▸ YOUR TASK
Count how many lines of the data include "every". The answer is that number and nothing else.

(Items listed in a dataset)

──────

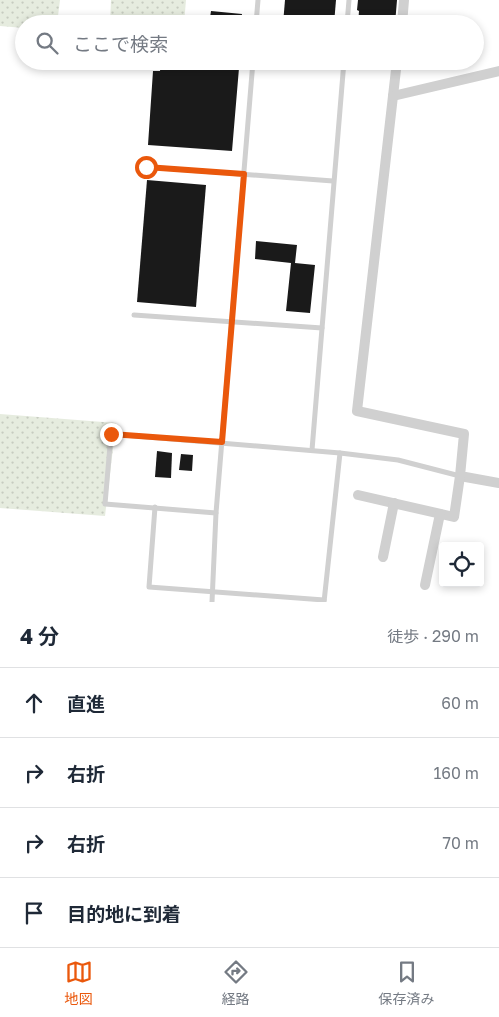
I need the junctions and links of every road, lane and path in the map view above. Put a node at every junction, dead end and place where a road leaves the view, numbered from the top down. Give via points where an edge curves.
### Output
1 (258, 0) edge
2 (349, 0) edge
3 (404, 0) edge
4 (257, 15) edge
5 (348, 15) edge
6 (403, 15) edge
7 (252, 70) edge
8 (343, 70) edge
9 (397, 70) edge
10 (499, 71) edge
11 (393, 96) junction
12 (146, 167) dead end
13 (244, 174) junction
14 (333, 181) junction
15 (134, 316) dead end
16 (232, 322) junction
17 (322, 328) junction
18 (222, 442) junction
19 (312, 450) junction
20 (340, 453) junction
21 (460, 476) junction
22 (499, 483) edge
23 (358, 494) dead end
24 (394, 503) junction
25 (155, 508) junction
26 (216, 513) junction
27 (440, 514) junction
28 (383, 557) dead end
29 (425, 585) dead end
30 (213, 591) junction
31 (324, 601) edge
32 (212, 602) edge

1 - 4 lane
2 - 5 lane
3 - 6 street
7 - 13 lane
8 - 14 lane
9 - 11 street
10 - 11 street
11 - 21 street via 357,411 464,434
12 - 13 lane
13 - 14 lane
13 - 16 lane
14 - 17 lane
15 - 16 lane
16 - 17 lane
16 - 18 lane
17 - 19 lane
18 - 19 lane
18 - 25 lane via 111,434 105,504
18 - 26 lane
19 - 20 lane
20 - 21 lane via 398,460
20 - 31 lane
21 - 22 street
21 - 27 street via 454,517
23 - 24 street
24 - 27 street
24 - 28 street
25 - 26 lane
25 - 30 lane via 149,587
26 - 30 lane
27 - 29 street
30 - 31 lane
30 - 32 lane

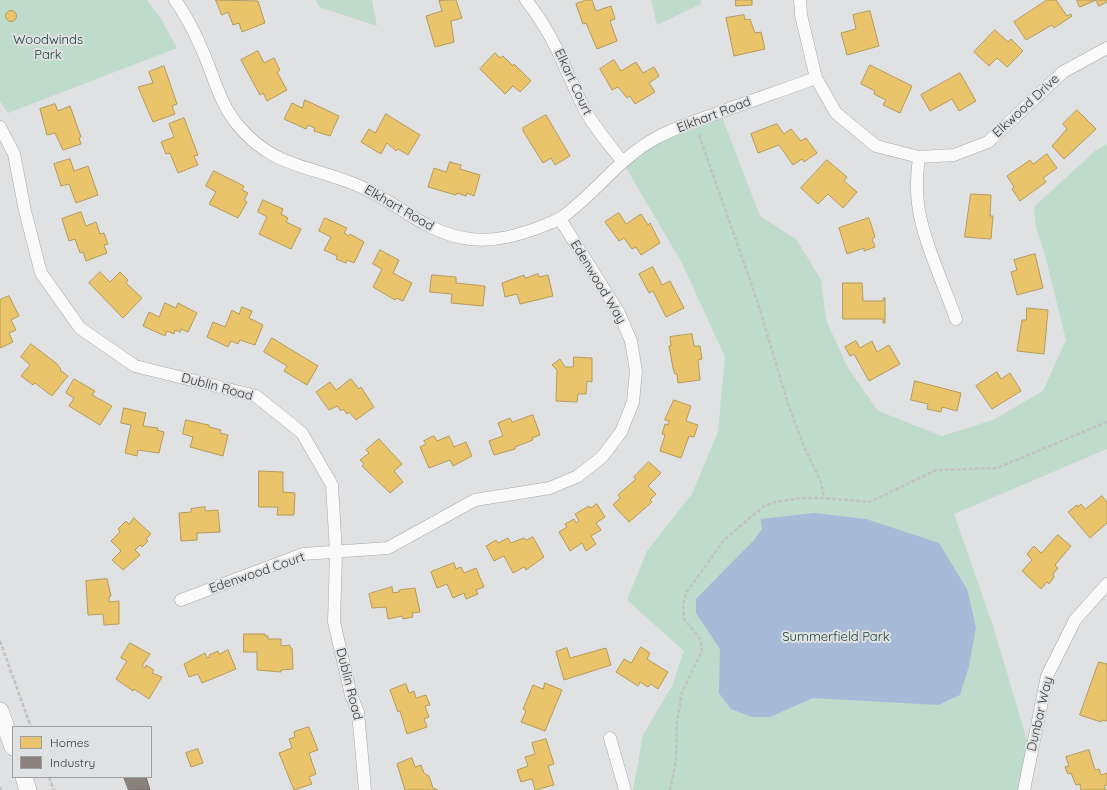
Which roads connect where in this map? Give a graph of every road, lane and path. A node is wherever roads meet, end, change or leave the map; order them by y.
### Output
1 (175, 0) edge
2 (526, 0) edge
3 (800, 0) edge
4 (1107, 48) edge
5 (816, 78) junction
6 (0, 127) edge
7 (699, 135) dead end
8 (919, 157) junction
9 (622, 161) junction
10 (560, 219) junction
11 (956, 318) dead end
12 (1107, 422) edge
13 (824, 498) junction
14 (336, 553) junction
15 (1107, 584) edge
16 (181, 600) dead end
17 (0, 641) edge
18 (0, 711) edge
19 (31, 726) edge
20 (610, 738) dead end
21 (12, 744) edge
22 (24, 778) edge
23 (49, 778) edge
24 (0, 787) edge
25 (1, 790) edge
26 (28, 790) edge
27 (54, 790) edge
28 (364, 790) edge
29 (625, 790) edge
30 (670, 790) edge
31 (1024, 790) edge

1 - 10 street, Elkhart Road
2 - 9 street, Elkart Court
3 - 5 street, Elkwood Drive
4 - 8 street, Elkwood Drive
5 - 8 street, Elkwood Drive
5 - 9 street, Elkhart Road
6 - 14 street, Dublin Road
7 - 13 path
8 - 11 street
9 - 10 street, Elkhart Road
10 - 14 street, Edenwood Way
12 - 13 path
13 - 30 path
14 - 16 street, Edenwood Court
14 - 28 street, Dublin Road
15 - 31 street, Dunbar Way
17 - 19 path
18 - 21 street
20 - 29 street
22 - 26 street
23 - 27 path
24 - 25 path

──────

▸ EXERCISE RESULT
2